**What needs to be done**
Copy the full listing, changing nothing.

**Records**
►
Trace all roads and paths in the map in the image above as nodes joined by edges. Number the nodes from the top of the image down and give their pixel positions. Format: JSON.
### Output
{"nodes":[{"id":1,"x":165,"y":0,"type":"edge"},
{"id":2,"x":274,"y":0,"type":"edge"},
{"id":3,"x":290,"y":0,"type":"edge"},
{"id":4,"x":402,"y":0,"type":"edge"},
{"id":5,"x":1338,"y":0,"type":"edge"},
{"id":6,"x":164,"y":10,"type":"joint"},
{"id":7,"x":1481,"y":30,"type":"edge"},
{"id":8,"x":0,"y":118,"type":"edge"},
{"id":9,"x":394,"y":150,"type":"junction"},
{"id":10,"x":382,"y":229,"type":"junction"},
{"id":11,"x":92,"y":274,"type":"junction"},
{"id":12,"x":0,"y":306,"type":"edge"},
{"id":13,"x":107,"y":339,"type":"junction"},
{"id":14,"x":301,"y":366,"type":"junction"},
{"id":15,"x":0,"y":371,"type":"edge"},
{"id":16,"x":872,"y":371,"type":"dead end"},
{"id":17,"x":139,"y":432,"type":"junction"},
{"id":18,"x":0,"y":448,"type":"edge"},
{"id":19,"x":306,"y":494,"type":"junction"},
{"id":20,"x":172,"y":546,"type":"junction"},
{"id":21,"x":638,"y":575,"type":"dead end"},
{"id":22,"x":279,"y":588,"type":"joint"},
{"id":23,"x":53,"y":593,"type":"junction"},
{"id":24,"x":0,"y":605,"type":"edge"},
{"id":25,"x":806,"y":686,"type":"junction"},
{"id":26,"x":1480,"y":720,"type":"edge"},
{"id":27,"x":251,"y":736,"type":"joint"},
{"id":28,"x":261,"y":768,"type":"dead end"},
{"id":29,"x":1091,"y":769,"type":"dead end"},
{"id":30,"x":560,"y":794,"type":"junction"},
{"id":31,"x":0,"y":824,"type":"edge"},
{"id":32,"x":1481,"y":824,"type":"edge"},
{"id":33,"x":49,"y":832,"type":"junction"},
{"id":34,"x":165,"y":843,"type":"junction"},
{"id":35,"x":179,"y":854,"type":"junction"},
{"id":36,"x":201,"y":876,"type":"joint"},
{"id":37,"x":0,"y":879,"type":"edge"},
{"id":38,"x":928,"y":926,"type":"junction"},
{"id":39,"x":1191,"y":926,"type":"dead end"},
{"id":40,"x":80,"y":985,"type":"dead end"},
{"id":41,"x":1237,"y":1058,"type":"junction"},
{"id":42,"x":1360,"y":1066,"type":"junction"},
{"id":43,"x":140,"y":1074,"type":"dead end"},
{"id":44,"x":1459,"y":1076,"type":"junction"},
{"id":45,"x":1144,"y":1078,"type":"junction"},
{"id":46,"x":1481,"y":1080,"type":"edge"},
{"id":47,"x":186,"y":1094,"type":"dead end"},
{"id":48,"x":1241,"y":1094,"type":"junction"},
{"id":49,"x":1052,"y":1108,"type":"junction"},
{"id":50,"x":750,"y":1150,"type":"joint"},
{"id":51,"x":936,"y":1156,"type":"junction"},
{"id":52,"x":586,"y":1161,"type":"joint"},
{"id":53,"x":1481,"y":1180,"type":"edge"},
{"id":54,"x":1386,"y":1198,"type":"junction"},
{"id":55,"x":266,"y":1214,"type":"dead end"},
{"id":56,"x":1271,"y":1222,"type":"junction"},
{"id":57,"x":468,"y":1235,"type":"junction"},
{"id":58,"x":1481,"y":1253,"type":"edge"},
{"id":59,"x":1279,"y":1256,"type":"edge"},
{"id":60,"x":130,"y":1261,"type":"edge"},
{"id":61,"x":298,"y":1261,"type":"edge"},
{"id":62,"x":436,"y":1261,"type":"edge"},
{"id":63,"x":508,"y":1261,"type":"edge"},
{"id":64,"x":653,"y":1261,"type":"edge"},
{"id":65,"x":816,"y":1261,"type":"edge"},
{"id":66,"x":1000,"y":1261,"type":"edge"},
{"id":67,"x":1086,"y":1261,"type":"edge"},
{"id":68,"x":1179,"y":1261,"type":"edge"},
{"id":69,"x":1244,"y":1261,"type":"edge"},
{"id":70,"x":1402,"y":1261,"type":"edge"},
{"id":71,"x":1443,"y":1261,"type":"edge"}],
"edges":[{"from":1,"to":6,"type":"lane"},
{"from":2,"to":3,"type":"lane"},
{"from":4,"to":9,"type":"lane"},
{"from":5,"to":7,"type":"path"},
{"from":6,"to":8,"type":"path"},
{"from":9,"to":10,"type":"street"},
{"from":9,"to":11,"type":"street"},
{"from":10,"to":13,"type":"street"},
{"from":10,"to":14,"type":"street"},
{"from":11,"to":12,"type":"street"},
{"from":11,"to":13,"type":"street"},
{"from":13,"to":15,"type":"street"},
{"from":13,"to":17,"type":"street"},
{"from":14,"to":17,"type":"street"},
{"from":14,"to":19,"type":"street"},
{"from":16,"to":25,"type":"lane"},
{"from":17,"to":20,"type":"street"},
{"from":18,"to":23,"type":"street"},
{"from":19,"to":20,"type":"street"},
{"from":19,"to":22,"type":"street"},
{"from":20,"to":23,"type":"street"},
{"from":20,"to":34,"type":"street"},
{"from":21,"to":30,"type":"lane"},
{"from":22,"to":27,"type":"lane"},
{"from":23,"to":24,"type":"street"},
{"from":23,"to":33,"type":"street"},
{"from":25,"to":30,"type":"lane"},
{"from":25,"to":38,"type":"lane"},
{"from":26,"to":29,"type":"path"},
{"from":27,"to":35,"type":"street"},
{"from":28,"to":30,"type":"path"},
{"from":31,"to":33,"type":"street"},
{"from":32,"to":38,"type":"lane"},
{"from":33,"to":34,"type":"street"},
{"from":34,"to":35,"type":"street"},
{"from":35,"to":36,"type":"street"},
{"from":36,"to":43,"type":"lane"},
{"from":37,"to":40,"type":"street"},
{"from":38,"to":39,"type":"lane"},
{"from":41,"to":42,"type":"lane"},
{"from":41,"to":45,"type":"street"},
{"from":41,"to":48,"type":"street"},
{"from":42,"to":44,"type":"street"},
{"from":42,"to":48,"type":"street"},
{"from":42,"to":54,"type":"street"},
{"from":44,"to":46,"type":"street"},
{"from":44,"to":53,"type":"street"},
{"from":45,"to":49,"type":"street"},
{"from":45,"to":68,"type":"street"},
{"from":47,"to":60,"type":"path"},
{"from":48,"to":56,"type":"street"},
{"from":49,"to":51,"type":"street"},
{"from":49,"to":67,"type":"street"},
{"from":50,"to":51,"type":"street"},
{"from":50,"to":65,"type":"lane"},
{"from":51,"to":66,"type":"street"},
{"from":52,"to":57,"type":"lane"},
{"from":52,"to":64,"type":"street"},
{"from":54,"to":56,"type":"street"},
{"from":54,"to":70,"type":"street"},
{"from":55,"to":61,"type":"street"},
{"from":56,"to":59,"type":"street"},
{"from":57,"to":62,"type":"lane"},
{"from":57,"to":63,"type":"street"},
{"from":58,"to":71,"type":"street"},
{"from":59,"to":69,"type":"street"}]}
◄
**Answer for the task**
Trace all roads and paths in the map in the image above as nodes joined by edges. Number the nodes from the top of the image down and give their pixel positions. Format: JSON.
### Output
{"nodes":[{"id":1,"x":165,"y":0,"type":"edge"},
{"id":2,"x":274,"y":0,"type":"edge"},
{"id":3,"x":290,"y":0,"type":"edge"},
{"id":4,"x":402,"y":0,"type":"edge"},
{"id":5,"x":1338,"y":0,"type":"edge"},
{"id":6,"x":164,"y":10,"type":"joint"},
{"id":7,"x":1481,"y":30,"type":"edge"},
{"id":8,"x":0,"y":118,"type":"edge"},
{"id":9,"x":394,"y":150,"type":"junction"},
{"id":10,"x":382,"y":229,"type":"junction"},
{"id":11,"x":92,"y":274,"type":"junction"},
{"id":12,"x":0,"y":306,"type":"edge"},
{"id":13,"x":107,"y":339,"type":"junction"},
{"id":14,"x":301,"y":366,"type":"junction"},
{"id":15,"x":0,"y":371,"type":"edge"},
{"id":16,"x":872,"y":371,"type":"dead end"},
{"id":17,"x":139,"y":432,"type":"junction"},
{"id":18,"x":0,"y":448,"type":"edge"},
{"id":19,"x":306,"y":494,"type":"junction"},
{"id":20,"x":172,"y":546,"type":"junction"},
{"id":21,"x":638,"y":575,"type":"dead end"},
{"id":22,"x":279,"y":588,"type":"joint"},
{"id":23,"x":53,"y":593,"type":"junction"},
{"id":24,"x":0,"y":605,"type":"edge"},
{"id":25,"x":806,"y":686,"type":"junction"},
{"id":26,"x":1480,"y":720,"type":"edge"},
{"id":27,"x":251,"y":736,"type":"joint"},
{"id":28,"x":261,"y":768,"type":"dead end"},
{"id":29,"x":1091,"y":769,"type":"dead end"},
{"id":30,"x":560,"y":794,"type":"junction"},
{"id":31,"x":0,"y":824,"type":"edge"},
{"id":32,"x":1481,"y":824,"type":"edge"},
{"id":33,"x":49,"y":832,"type":"junction"},
{"id":34,"x":165,"y":843,"type":"junction"},
{"id":35,"x":179,"y":854,"type":"junction"},
{"id":36,"x":201,"y":876,"type":"joint"},
{"id":37,"x":0,"y":879,"type":"edge"},
{"id":38,"x":928,"y":926,"type":"junction"},
{"id":39,"x":1191,"y":926,"type":"dead end"},
{"id":40,"x":80,"y":985,"type":"dead end"},
{"id":41,"x":1237,"y":1058,"type":"junction"},
{"id":42,"x":1360,"y":1066,"type":"junction"},
{"id":43,"x":140,"y":1074,"type":"dead end"},
{"id":44,"x":1459,"y":1076,"type":"junction"},
{"id":45,"x":1144,"y":1078,"type":"junction"},
{"id":46,"x":1481,"y":1080,"type":"edge"},
{"id":47,"x":186,"y":1094,"type":"dead end"},
{"id":48,"x":1241,"y":1094,"type":"junction"},
{"id":49,"x":1052,"y":1108,"type":"junction"},
{"id":50,"x":750,"y":1150,"type":"joint"},
{"id":51,"x":936,"y":1156,"type":"junction"},
{"id":52,"x":586,"y":1161,"type":"joint"},
{"id":53,"x":1481,"y":1180,"type":"edge"},
{"id":54,"x":1386,"y":1198,"type":"junction"},
{"id":55,"x":266,"y":1214,"type":"dead end"},
{"id":56,"x":1271,"y":1222,"type":"junction"},
{"id":57,"x":468,"y":1235,"type":"junction"},
{"id":58,"x":1481,"y":1253,"type":"edge"},
{"id":59,"x":1279,"y":1256,"type":"edge"},
{"id":60,"x":130,"y":1261,"type":"edge"},
{"id":61,"x":298,"y":1261,"type":"edge"},
{"id":62,"x":436,"y":1261,"type":"edge"},
{"id":63,"x":508,"y":1261,"type":"edge"},
{"id":64,"x":653,"y":1261,"type":"edge"},
{"id":65,"x":816,"y":1261,"type":"edge"},
{"id":66,"x":1000,"y":1261,"type":"edge"},
{"id":67,"x":1086,"y":1261,"type":"edge"},
{"id":68,"x":1179,"y":1261,"type":"edge"},
{"id":69,"x":1244,"y":1261,"type":"edge"},
{"id":70,"x":1402,"y":1261,"type":"edge"},
{"id":71,"x":1443,"y":1261,"type":"edge"}],
"edges":[{"from":1,"to":6,"type":"lane"},
{"from":2,"to":3,"type":"lane"},
{"from":4,"to":9,"type":"lane"},
{"from":5,"to":7,"type":"path"},
{"from":6,"to":8,"type":"path"},
{"from":9,"to":10,"type":"street"},
{"from":9,"to":11,"type":"street"},
{"from":10,"to":13,"type":"street"},
{"from":10,"to":14,"type":"street"},
{"from":11,"to":12,"type":"street"},
{"from":11,"to":13,"type":"street"},
{"from":13,"to":15,"type":"street"},
{"from":13,"to":17,"type":"street"},
{"from":14,"to":17,"type":"street"},
{"from":14,"to":19,"type":"street"},
{"from":16,"to":25,"type":"lane"},
{"from":17,"to":20,"type":"street"},
{"from":18,"to":23,"type":"street"},
{"from":19,"to":20,"type":"street"},
{"from":19,"to":22,"type":"street"},
{"from":20,"to":23,"type":"street"},
{"from":20,"to":34,"type":"street"},
{"from":21,"to":30,"type":"lane"},
{"from":22,"to":27,"type":"lane"},
{"from":23,"to":24,"type":"street"},
{"from":23,"to":33,"type":"street"},
{"from":25,"to":30,"type":"lane"},
{"from":25,"to":38,"type":"lane"},
{"from":26,"to":29,"type":"path"},
{"from":27,"to":35,"type":"street"},
{"from":28,"to":30,"type":"path"},
{"from":31,"to":33,"type":"street"},
{"from":32,"to":38,"type":"lane"},
{"from":33,"to":34,"type":"street"},
{"from":34,"to":35,"type":"street"},
{"from":35,"to":36,"type":"street"},
{"from":36,"to":43,"type":"lane"},
{"from":37,"to":40,"type":"street"},
{"from":38,"to":39,"type":"lane"},
{"from":41,"to":42,"type":"lane"},
{"from":41,"to":45,"type":"street"},
{"from":41,"to":48,"type":"street"},
{"from":42,"to":44,"type":"street"},
{"from":42,"to":48,"type":"street"},
{"from":42,"to":54,"type":"street"},
{"from":44,"to":46,"type":"street"},
{"from":44,"to":53,"type":"street"},
{"from":45,"to":49,"type":"street"},
{"from":45,"to":68,"type":"street"},
{"from":47,"to":60,"type":"path"},
{"from":48,"to":56,"type":"street"},
{"from":49,"to":51,"type":"street"},
{"from":49,"to":67,"type":"street"},
{"from":50,"to":51,"type":"street"},
{"from":50,"to":65,"type":"lane"},
{"from":51,"to":66,"type":"street"},
{"from":52,"to":57,"type":"lane"},
{"from":52,"to":64,"type":"street"},
{"from":54,"to":56,"type":"street"},
{"from":54,"to":70,"type":"street"},
{"from":55,"to":61,"type":"street"},
{"from":56,"to":59,"type":"street"},
{"from":57,"to":62,"type":"lane"},
{"from":57,"to":63,"type":"street"},
{"from":58,"to":71,"type":"street"},
{"from":59,"to":69,"type":"street"}]}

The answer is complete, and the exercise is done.